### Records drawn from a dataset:

□ □ □ □

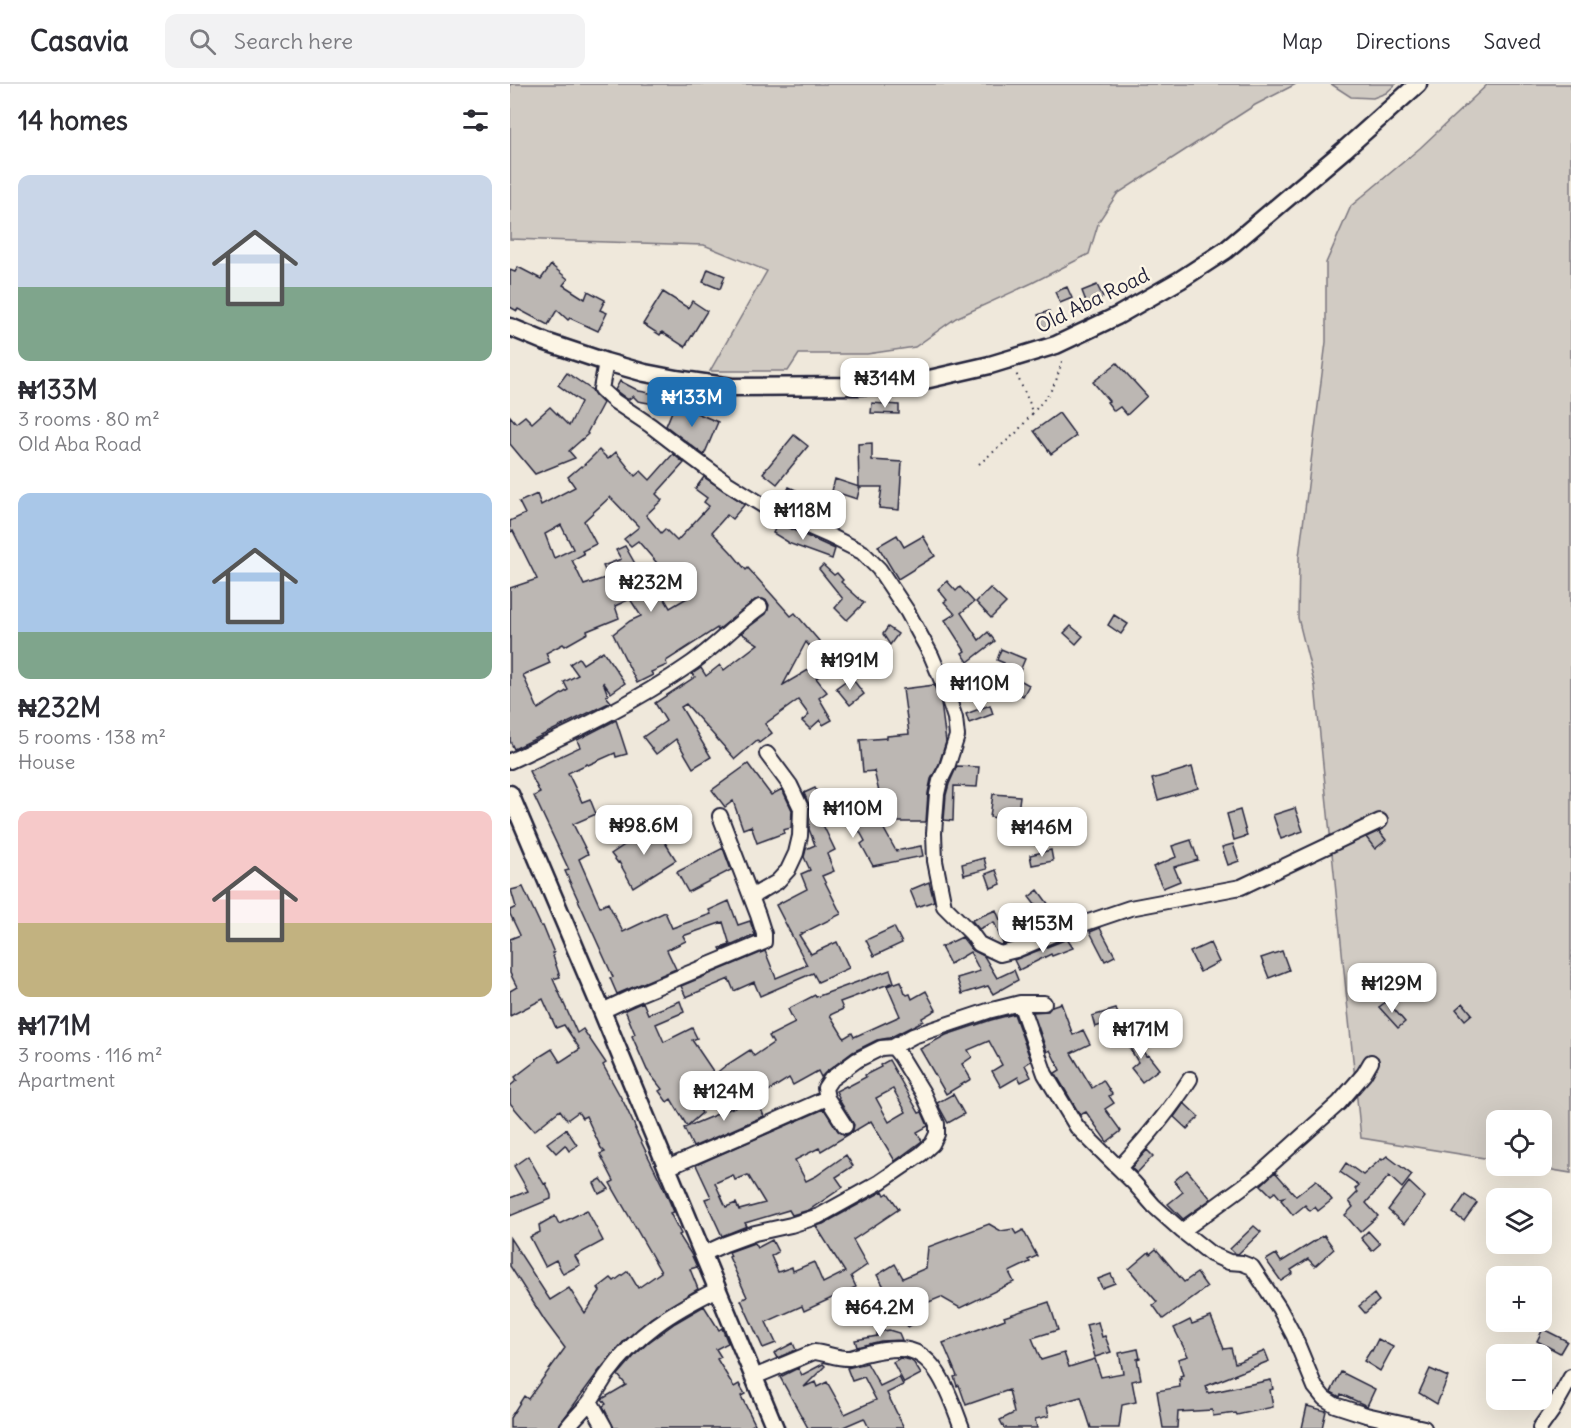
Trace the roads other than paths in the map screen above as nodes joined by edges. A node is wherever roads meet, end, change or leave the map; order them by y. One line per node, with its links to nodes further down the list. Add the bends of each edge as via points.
1 (1418, 84): 3 (main road, Old Aba Road, via 1226,250 1117,316 1056,345 925,380 858,386 732,387 676,379)
2 (510, 327): 3 (main road, Old Aba Road)
3 (606, 362): 9 (street, via 601,388 614,401 769,509 862,552 879,569 907,611 931,655 955,718 957,736 940,781 935,814 935,861 944,906 979,944 1000,954 1130,908 1241,887)
4 (760, 607): 6 (street, via 693,662 648,690 585,726)
5 (767, 754): 10 (street, via 801,808 800,836 788,870 777,882)
6 (510, 761)
7 (510, 794): 13 (main road)
8 (720, 816): 10 (street)
9 (1380, 821)
10 (751, 897): 13 (street, via 764,942)
11 (1020, 1003): 12 (street); 14 (street, via 913,1036); 20 (street, via 1050,1083 1077,1127)
12 (1044, 1003)
13 (602, 1011): 19 (main road)
14 (893, 1047): 17 (street, via 881,1048 857,1060 831,1079 825,1088); 22 (street, via 938,1124 932,1144 880,1182 819,1216 755,1233)
15 (1371, 1062): 21 (street, via 1340,1103 1260,1174)
16 (1190, 1079): 20 (street, via 1151,1134)
17 (827, 1098): 18 (street); 19 (street)
18 (845, 1126)
19 (667, 1168): 22 (main road)
20 (1119, 1168): 21 (street)
21 (1182, 1231): 31 (street, via 1211,1254 1252,1267 1279,1308 1315,1387 1324,1398 1366,1415)
22 (703, 1254): 23 (main road)
23 (718, 1290): 24 (main road); 26 (street, via 655,1324 607,1375)
24 (754, 1377): 29 (main road); 30 (street, via 814,1352 850,1358 902,1349 917,1353 933,1366)
25 (1571, 1377): 32 (street)
26 (590, 1401): 27 (street); 28 (street)
27 (567, 1428)
28 (605, 1428)
29 (775, 1428)
30 (962, 1428)
31 (1424, 1428)
32 (1540, 1428)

□ □ □ □

### WHAT IS NEEDED:
Which of the lines above include the word "main"? Copy each of them.

### ANSWER TO THIS TASK:
1 (1418, 84): 3 (main road, Old Aba Road, via 1226,250 1117,316 1056,345 925,380 858,386 732,387 676,379)
2 (510, 327): 3 (main road, Old Aba Road)
7 (510, 794): 13 (main road)
13 (602, 1011): 19 (main road)
19 (667, 1168): 22 (main road)
22 (703, 1254): 23 (main road)
23 (718, 1290): 24 (main road); 26 (street, via 655,1324 607,1375)
24 (754, 1377): 29 (main road); 30 (street, via 814,1352 850,1358 902,1349 917,1353 933,1366)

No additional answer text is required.